Try it:
Scan the data below for lines holding the word "place", and copy each line found.

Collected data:
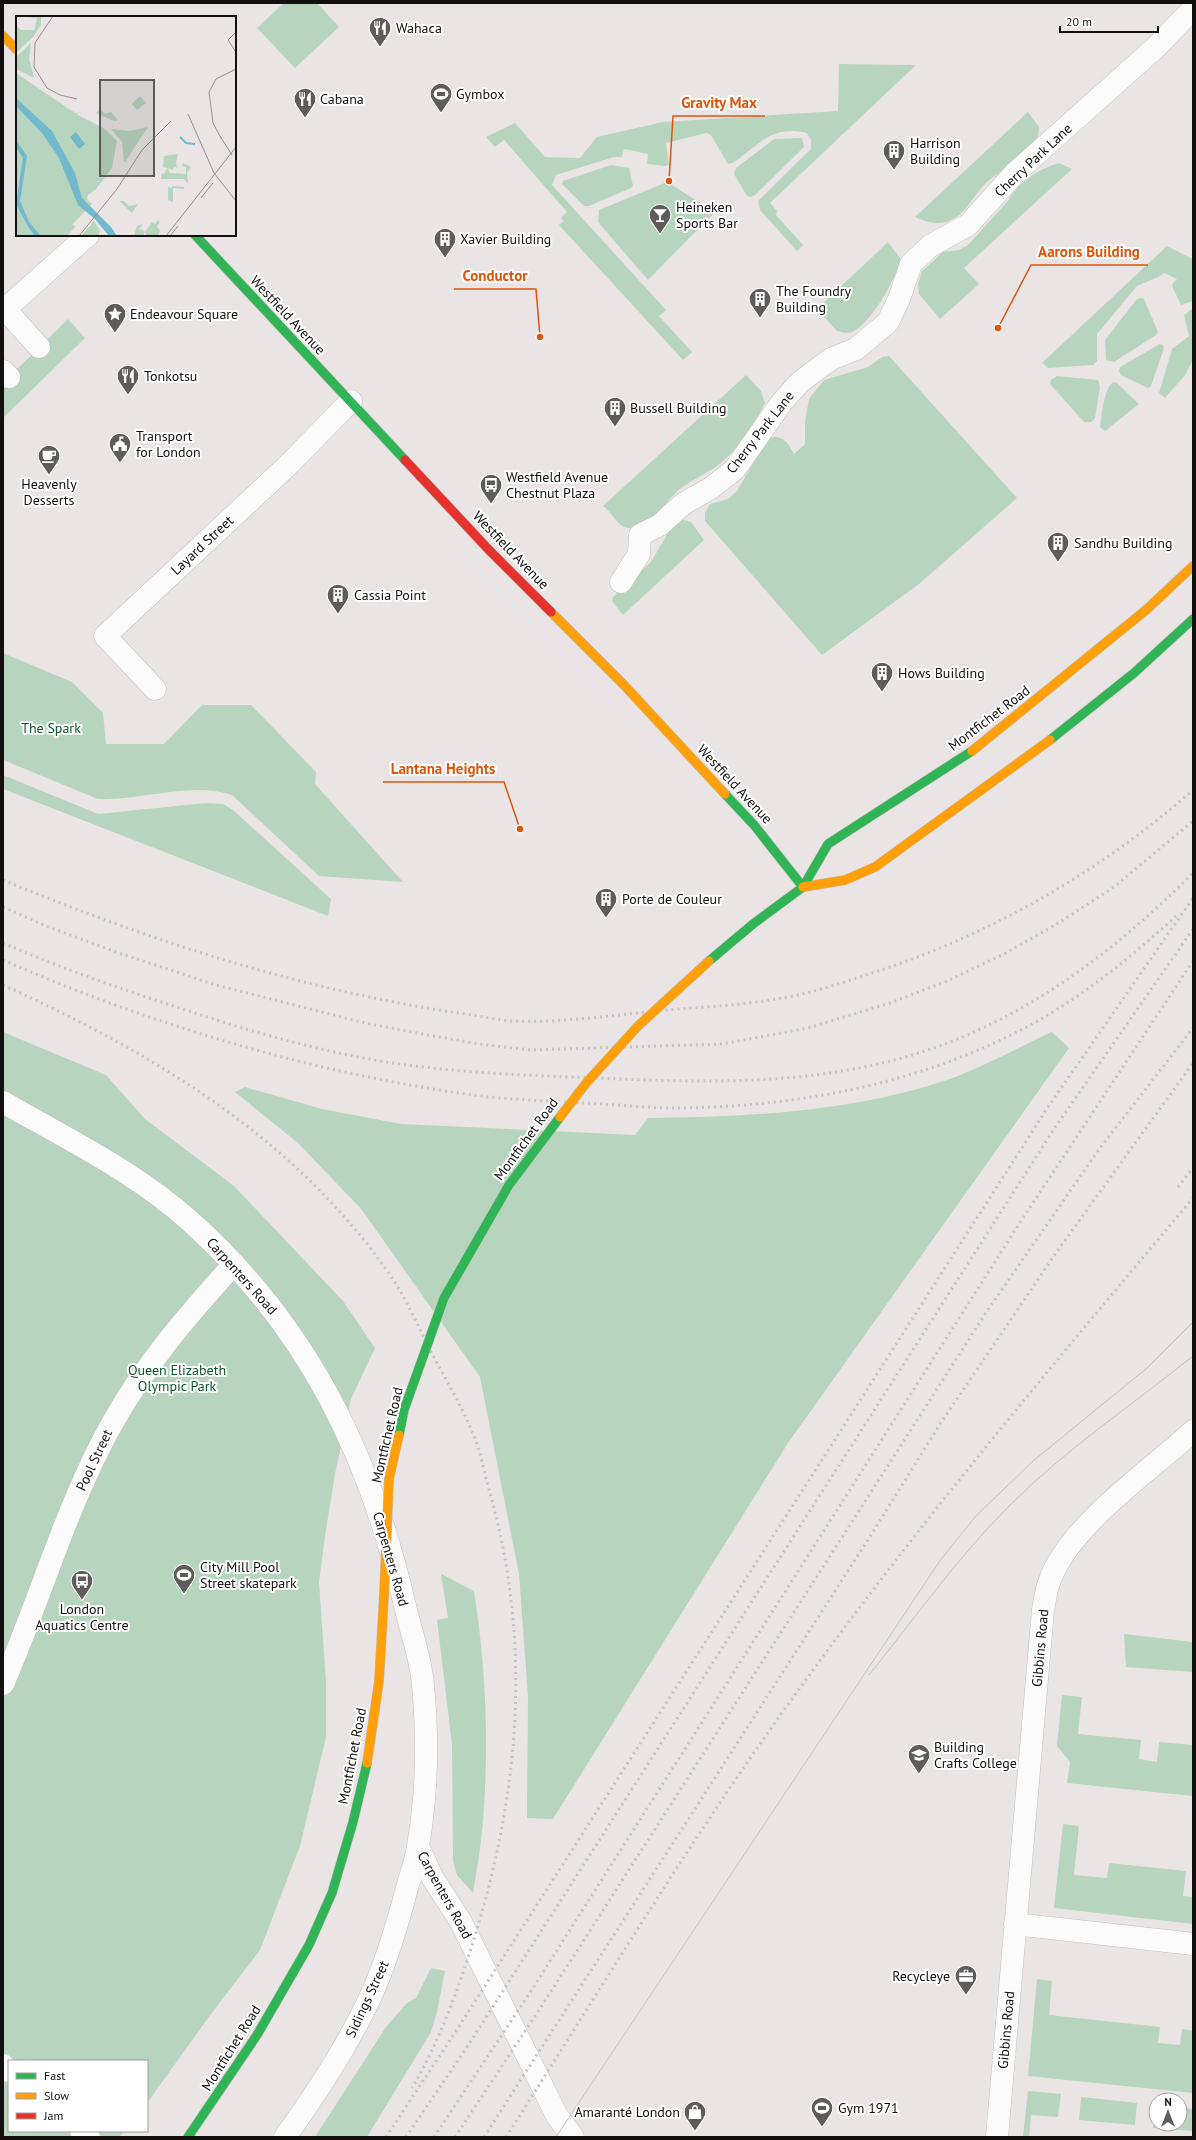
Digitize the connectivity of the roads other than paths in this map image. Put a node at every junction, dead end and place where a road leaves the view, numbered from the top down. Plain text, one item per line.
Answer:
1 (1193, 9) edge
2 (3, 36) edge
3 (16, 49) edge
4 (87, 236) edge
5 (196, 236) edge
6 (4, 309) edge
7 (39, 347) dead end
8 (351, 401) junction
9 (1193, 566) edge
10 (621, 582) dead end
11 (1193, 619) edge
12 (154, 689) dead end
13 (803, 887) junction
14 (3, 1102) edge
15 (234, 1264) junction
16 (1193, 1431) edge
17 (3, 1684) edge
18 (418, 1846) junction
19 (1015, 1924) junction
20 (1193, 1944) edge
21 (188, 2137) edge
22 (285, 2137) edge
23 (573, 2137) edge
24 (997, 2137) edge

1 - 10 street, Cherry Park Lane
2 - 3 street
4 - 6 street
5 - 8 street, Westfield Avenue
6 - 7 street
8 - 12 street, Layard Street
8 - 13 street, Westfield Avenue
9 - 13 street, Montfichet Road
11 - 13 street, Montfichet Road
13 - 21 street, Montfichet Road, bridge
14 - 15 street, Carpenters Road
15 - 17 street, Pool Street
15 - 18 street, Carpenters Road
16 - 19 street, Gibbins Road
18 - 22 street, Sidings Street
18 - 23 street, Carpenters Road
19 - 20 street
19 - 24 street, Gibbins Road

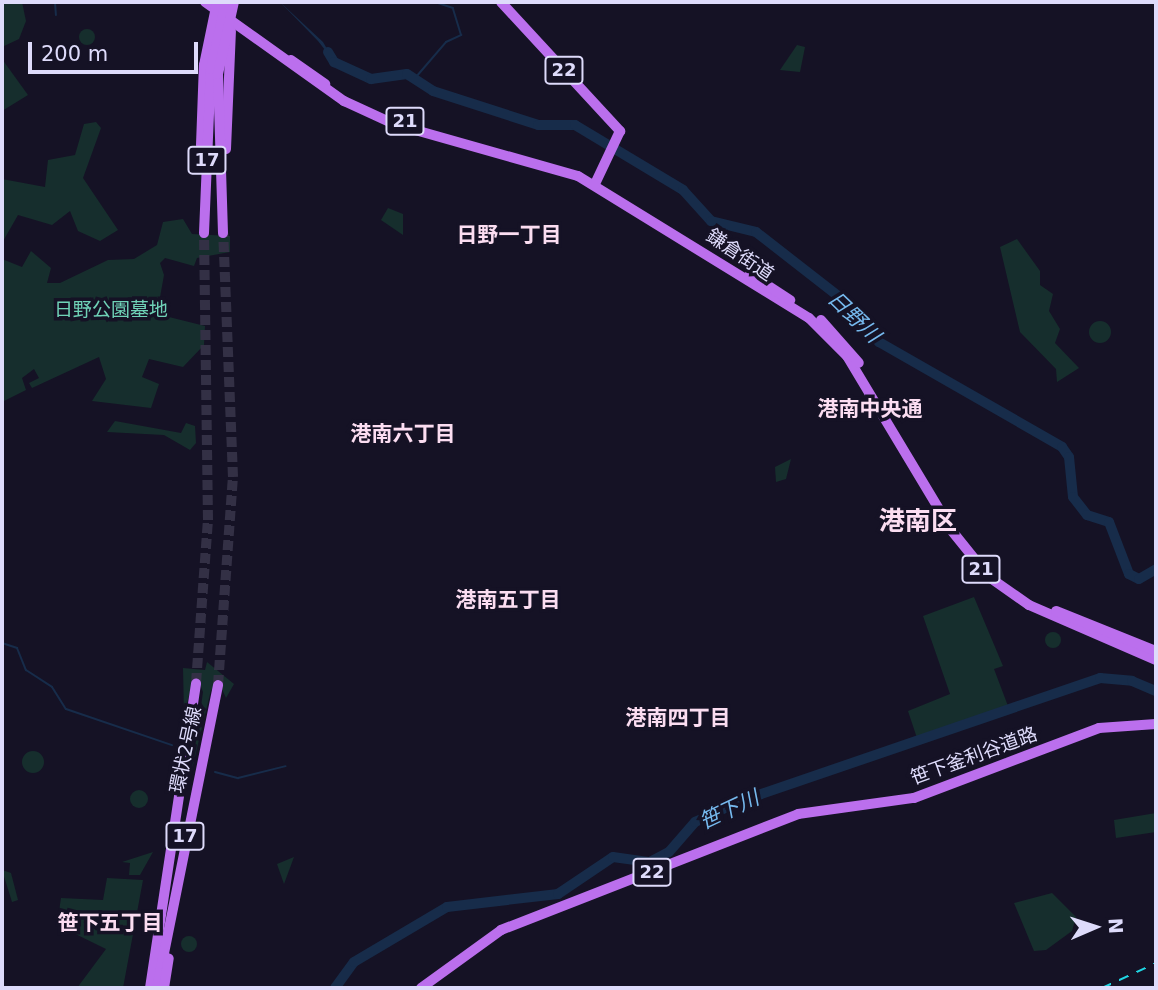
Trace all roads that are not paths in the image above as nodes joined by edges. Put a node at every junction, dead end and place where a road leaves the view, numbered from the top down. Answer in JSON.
==
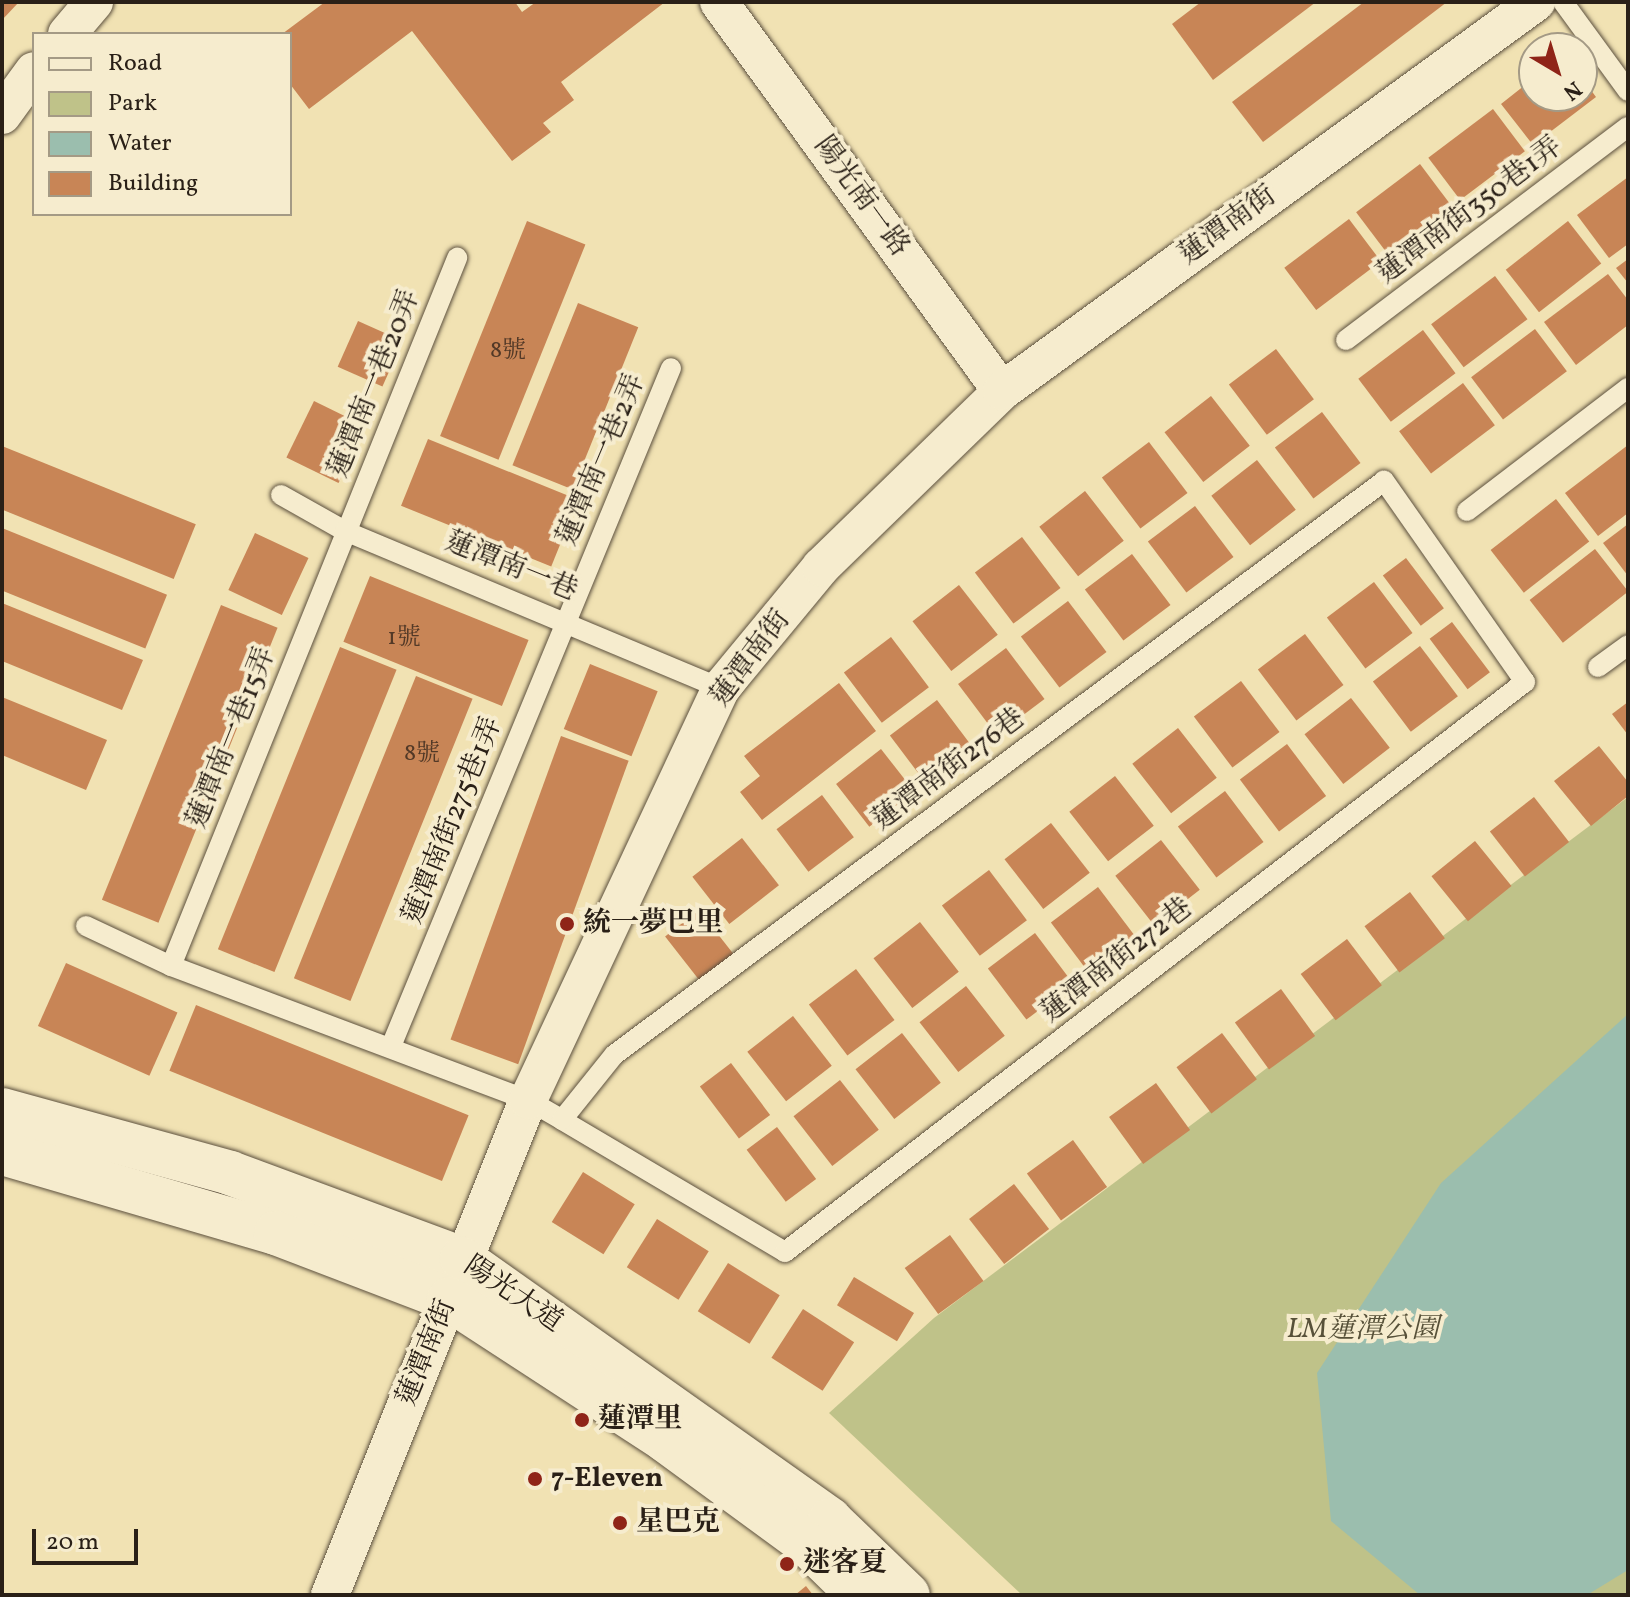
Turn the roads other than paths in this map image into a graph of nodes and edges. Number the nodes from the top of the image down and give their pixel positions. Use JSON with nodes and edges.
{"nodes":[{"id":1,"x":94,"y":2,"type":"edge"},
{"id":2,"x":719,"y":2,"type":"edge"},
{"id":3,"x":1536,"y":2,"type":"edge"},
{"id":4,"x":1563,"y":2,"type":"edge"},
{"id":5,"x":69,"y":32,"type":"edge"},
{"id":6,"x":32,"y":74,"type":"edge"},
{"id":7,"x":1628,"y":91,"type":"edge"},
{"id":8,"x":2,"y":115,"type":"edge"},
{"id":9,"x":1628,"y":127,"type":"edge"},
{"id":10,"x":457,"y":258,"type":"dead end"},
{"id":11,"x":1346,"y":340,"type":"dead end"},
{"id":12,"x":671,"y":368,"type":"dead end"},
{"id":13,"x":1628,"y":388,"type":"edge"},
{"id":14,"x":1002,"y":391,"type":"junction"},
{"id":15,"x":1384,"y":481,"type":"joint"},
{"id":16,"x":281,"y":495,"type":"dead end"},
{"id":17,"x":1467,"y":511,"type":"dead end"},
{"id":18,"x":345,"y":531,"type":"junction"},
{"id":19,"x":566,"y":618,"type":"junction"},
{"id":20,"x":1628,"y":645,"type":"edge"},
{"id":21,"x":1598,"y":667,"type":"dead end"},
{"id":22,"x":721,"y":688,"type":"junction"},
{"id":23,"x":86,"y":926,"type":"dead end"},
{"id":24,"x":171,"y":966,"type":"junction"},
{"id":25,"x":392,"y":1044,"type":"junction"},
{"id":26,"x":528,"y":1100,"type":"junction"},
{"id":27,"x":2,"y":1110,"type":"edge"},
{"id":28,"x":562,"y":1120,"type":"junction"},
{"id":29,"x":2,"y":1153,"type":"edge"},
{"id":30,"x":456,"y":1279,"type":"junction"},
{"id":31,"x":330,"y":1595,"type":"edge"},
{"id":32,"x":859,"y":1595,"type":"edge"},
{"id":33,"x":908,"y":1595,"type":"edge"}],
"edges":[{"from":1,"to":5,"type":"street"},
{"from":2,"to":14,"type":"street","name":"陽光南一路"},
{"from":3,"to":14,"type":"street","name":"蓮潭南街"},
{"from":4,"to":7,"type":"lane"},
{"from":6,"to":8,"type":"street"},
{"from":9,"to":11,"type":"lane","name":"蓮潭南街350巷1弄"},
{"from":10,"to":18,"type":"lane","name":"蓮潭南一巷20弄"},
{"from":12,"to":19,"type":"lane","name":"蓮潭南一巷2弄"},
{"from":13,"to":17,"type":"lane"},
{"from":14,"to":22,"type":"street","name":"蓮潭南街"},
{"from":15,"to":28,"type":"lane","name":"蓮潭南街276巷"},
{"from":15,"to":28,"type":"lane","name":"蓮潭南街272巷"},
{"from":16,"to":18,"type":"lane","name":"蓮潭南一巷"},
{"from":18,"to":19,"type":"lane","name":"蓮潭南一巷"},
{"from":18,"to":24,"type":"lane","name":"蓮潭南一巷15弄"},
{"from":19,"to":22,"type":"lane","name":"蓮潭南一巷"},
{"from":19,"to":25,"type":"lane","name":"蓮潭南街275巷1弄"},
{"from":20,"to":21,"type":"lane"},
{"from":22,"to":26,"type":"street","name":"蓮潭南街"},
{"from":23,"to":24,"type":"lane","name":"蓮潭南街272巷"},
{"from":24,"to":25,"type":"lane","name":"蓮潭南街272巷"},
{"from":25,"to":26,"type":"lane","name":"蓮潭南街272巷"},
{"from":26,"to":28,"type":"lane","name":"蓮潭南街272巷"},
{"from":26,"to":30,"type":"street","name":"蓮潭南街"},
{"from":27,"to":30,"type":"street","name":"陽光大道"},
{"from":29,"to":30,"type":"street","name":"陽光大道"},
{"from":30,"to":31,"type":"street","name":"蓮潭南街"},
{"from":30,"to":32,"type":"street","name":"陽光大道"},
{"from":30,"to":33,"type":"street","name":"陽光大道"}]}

Response:
Digitize the connectivity of the roads other than paths in this map image. Put a node at every junction, dead end and place where a road leaves the view, numbered from the top down. Plain text, one item per line.
Trace all roads that are not paths in the image above as nodes joined by edges. Put a node at every junction, dead end and place where a road leaves the view, numbered from the top down. Answer in JSON.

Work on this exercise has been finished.